Global Cases 1,284,665
Global Deaths 70,320
UK Cases 47,806
UK Deaths 621
The Worldometers site have added a Tests per Million Population column to their spreadsheet which makes interesting reading, in the countries who are currently reporting the highest numbers:
Italy – 11,436
Germany – 10,962
Spain – 7,593
USA – 5,355
France – 3,436
UK – 2,880
Iran – 2,214
It wil be interesting when this is all over to look at what the impact of the different strategies has been and hopefully learn some lessons for the future, in case this ever happens again:
To herd. or not to herd? To lockdown, or not to lockdown? To test, or not to test?
It is odd how quickly we all seem to have adapted to this new way of life. Death rates of 600 and 700 a day, falling from our tongues without an appropriate emotional reaction to the horror of it all.
At the end of our first three weeks, it seems like a good moment to reflect on what is good and not so good about being in isolation.
The not so good things about it are:
- not being able to see or have cuddles with the grandchildren
- feeling a bit detached from what is going on in the world outside
- eating and drinking more than is good for us
- trying to find a safe and easy way of getting our shopping done
- a growing anxiety about when and how this is all going to end
Some positive things about it are:
- enjoying each others company and supporting each other through this
- getting out for a bike ride every day
- experimenting in the kitchen
- talking to friends and family more than we usually do
- catching up with people we haven’t spoken to for a while
- seeing young families going out for walks together
I’m sure there are more but these are the first few that spring to mind.
So, today I spent the morning working on the second draft of my NYC Short Story. I’m feeling much happier with it now.
I cooked us both a substantial Sunday Lunch of Roast Beef, Yorkshire Puddings, and Gravy, with Roast Potatoes, Maple Roast Parsnips, Ratatouille and Broccoli, followed by Maple and Walnut Pudding with Homemade Vanilla Custard. I’m really enjoying taking the time to be creative in the kitchen, but we are both gaining a bit of weight, in spite of our daily bike rides. I don’t think were alone there, but we must cycle further and eat and drink less in Week 4!
After lunch, I headed back into the office to do a final edit and polish on my story with a bit of help from my friend the proof-reader. I submitted it at about 7pm, several hours before the deadline. The results will be announced in May – fingers crossed!
I had a day off from cycling today. Call it a rest day, before we tackle the longer distance tomorrow.

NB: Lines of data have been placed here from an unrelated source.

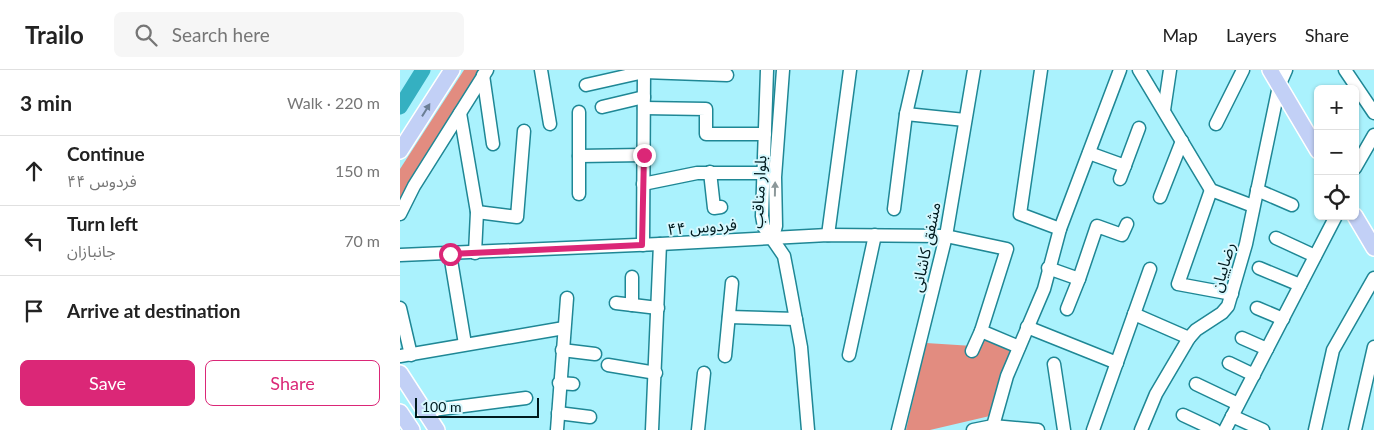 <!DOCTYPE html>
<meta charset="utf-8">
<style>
:root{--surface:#fff;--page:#f6f6f6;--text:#222;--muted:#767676;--line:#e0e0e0;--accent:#db2777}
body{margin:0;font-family:Lato,"Noto Sans Arabic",sans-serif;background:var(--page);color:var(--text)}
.controls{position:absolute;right:15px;top:15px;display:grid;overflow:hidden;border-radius:8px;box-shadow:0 1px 4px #0004}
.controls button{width:45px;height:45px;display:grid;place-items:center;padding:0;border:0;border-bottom:1px solid var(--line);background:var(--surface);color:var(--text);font:25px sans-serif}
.scale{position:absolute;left:15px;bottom:12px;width:124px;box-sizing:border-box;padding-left:5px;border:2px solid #001a1e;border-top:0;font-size:14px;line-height:18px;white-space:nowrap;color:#001a1e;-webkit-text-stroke:4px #d6f8fe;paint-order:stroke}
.stop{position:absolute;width:15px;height:15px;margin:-11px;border:4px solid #db2777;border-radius:50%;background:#fff}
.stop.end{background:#db2777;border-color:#fff;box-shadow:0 1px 5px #0008}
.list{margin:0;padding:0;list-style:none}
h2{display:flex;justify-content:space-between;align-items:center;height:65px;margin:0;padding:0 20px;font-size:21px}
h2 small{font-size:16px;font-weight:400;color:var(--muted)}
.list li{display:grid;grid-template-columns:32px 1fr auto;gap:15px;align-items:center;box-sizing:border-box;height:70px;padding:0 20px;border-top:1px solid var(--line)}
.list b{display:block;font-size:19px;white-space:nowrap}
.list p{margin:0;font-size:16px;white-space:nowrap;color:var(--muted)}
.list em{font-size:16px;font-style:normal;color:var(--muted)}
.actions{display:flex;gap:10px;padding:15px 20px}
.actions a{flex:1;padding:11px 0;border:1px solid var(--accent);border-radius:8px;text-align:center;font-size:18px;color:var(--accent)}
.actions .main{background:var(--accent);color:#fff}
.icon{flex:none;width:28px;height:28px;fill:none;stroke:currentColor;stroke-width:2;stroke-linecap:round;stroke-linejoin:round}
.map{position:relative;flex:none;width:974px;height:360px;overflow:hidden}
header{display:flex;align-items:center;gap:30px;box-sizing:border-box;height:70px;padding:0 25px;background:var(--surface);border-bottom:1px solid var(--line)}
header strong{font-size:24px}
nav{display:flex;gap:28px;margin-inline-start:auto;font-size:18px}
.search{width:350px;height:45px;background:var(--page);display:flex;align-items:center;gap:12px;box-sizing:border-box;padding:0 18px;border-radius:8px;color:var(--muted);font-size:19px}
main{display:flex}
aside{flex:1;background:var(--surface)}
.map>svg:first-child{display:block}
.forest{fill:#e28c80}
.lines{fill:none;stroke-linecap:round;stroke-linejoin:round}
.river{stroke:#35b0c1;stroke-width:15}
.minor-casing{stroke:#1f8795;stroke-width:15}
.major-casing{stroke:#fff;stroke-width:18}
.minor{stroke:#fff;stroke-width:12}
.major{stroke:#c2d0f6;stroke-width:15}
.oneway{fill:#6b7e95}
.oneway2{fill:#8c989a}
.route{stroke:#db2777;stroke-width:6}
.labels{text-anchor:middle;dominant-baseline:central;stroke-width:4;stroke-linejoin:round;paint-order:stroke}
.street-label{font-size:16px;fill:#001a1e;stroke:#d6f8fe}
</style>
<header>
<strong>Trailo</strong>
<div class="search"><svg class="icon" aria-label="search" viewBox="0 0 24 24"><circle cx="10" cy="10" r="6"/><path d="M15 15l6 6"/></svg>Search here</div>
<nav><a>Map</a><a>Layers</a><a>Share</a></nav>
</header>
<main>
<aside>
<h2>3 min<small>Walk · 220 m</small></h2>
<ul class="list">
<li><svg class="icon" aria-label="ahead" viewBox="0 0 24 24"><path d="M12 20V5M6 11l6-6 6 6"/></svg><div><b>Continue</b><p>فردوس ۴۴</p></div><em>150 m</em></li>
<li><svg class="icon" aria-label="left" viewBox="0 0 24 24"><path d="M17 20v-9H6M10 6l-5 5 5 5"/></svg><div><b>Turn left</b><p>جانبازان</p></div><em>70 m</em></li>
<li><svg class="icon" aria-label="arrive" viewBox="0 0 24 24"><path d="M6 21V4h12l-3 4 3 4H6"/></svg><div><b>Arrive at destination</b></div></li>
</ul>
<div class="actions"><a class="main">Save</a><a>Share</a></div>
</aside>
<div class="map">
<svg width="974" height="360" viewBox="0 0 974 360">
<rect width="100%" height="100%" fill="#aaf2fd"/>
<g class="forest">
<path d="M64 0H84L0 131V99Z"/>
<path d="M582 263 617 278 594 345 530 360H506L526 273 573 276Z"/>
</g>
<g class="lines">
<path class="river" d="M0 37 23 0"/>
<g class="minor-casing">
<g id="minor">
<path d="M141 0 150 54"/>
<path d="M367 0 362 146 364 157 384 186 389 212 401 277 408 360"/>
<path d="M641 0 620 144 660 159"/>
<path d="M739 0 811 120 853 136"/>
<path d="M945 0 974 43"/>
<path d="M83 5 93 74"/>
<path d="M186 15 244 2 327 5"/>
<path d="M202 37 244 27"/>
<path d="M244 38 306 39V64H365"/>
<path d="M764 40 770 0"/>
<path d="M179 42V124"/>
<path d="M60 43 77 142 75 183"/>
<path d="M506 44 565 50"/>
<path d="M816 54 843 0"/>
<path d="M689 83 725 96"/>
<path d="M179 86 244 85"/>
<path d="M955 98 974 65"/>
<path d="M310 102 314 138 321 137"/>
<path d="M720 109 739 58"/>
<path d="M243 114 297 103H363"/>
<path d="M811 120 778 214 832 224"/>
<path d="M857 120 892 135"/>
<path d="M760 127 782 71"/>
<path d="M494 139 506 44 516 0"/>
<path d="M77 142 117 147 124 61"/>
<path d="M0 144 14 116 87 0"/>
<path d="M428 165 450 0"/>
<path d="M373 167 376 156 375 107 383 0"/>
<path d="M876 168 915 186"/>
<path d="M243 175 244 0"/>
<path d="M50 184 65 274"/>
<path d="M0 185 260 174 428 165 546 166 607 179 581 261 572 281"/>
<path d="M648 198 679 209 667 239"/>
<path d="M859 198 900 215"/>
<path d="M679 209 697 156 722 165 727 154"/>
<path d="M216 233 258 238"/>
<path d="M232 235V207"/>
<path d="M0 238 11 285"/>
<path d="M857 238 883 249"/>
<path d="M734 244 789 268"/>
<path d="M329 247 396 249"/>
<path d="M627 257 717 293"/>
<path d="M581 261 619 277"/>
<path d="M842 268 867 279"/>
<path d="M162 280 195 284"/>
<path d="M449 285 475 165"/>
<path d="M0 286 164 258"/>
<path d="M325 286 332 213"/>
<path d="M829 293 854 305"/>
<path d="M654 294 664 360"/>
<path d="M208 295 256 303"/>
<path d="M159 313 173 314"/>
<path d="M796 314 838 334"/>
<path d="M25 341 126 328"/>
<path d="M158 343 190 347"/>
<path d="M783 345 815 360"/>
<path d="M832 346 863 360"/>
<path d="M593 356 607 306 644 219 660 159 720 0"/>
<path d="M157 360 167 228"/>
<path d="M252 360 260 174"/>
<path d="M298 360 304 303"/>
<path d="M498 360 546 166 574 0"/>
<path d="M573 360 593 356 638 360"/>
<path d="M693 360 750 199"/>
<path d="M741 360 756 324 789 268 796 260 822 243 828 236 846 174 879 16 886 0"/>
<path d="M825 360 936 146"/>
<path d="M915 360 933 280 974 208"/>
<path d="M955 360 974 277"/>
</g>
</g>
<g class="major-casing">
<g id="major">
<path d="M870 0 918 81"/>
<path d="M0 81 52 0"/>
<path d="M955 146 974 178"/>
<path d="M0 303 37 360"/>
<path d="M0 342 12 360"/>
</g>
</g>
<use href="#minor" class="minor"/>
<use href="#major" class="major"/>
</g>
<defs><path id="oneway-solid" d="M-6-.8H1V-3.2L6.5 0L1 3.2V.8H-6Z" transform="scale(1.25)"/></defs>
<use class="oneway" href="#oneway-solid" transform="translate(26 40) rotate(-58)"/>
<use class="oneway2" href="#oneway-solid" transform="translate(375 119) rotate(-89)"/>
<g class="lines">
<path class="route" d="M50 184 242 175 244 85"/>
</g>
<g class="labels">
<g class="street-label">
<text transform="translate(358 122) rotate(-87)">بلوار مناقب</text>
<text transform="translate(302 156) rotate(-4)">فردوس ۴۴</text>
<text transform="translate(525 177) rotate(-78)">مشفق کاشانی</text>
<text transform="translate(822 197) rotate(-74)">رضاییان</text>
</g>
</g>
</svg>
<div class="controls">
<button>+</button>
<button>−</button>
<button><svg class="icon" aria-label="locate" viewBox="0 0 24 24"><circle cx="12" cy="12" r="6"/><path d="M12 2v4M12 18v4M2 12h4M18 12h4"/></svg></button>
</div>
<div class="scale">100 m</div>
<div class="stop" style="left:50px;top:184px"></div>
<div class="stop end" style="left:244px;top:85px"></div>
</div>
</main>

There is talk of outdoor exercise being stopped because of lots of people who are breaking the social distancing rules. I really hope that doesn’t happen. It would be much, much harder to get through the next 9 weeks if we couldn’t get our for our little bike rides!
In the evening, we watched a distinctly average movie called Crossing the Line and the next episode of Race Around the World.
The big news of the day is that the Scottish Chief Medical Officer has been caught and shamed big time for flouting her own Stay at Home guidance, by spending weekends at her holiday home in the countryside. For me, it’s as much about flaunting the fact that she has a second home, when there are millions of people cooped up in tiny flats without gardens or balconies, as it is about spreading the virus.
Boris Johnson has been admitted to hospital. Although they are playing it down, I don’t think that sounds very good. He’s been ill for 10 days. Generally, they are not admitting people unless they are critically ill. Hopefully, they are just being extra cautious because of his position, but then that raises questions about elitism and inequities of access to care. I’m not a fan of Boris or his politics, but I certainly wouldn’t wish him any harm. I genuinely hope he’s ok.
Finally, the Queen addressed the nation tonight. We didn’t watch it ourselves, but it was apparently all very patriotic and rousing with echoes of We’ll Meet Again from the Second World War. I’m sure she means well, but I doubt that the covidiots who are putting the rest of us at risk by ignoring social distancing rules, will be persuaded to change their behaviour by a 93 year old, millionaire who lives in a castle. Apologies for the cynical irreverence but that’s just my personal opinion.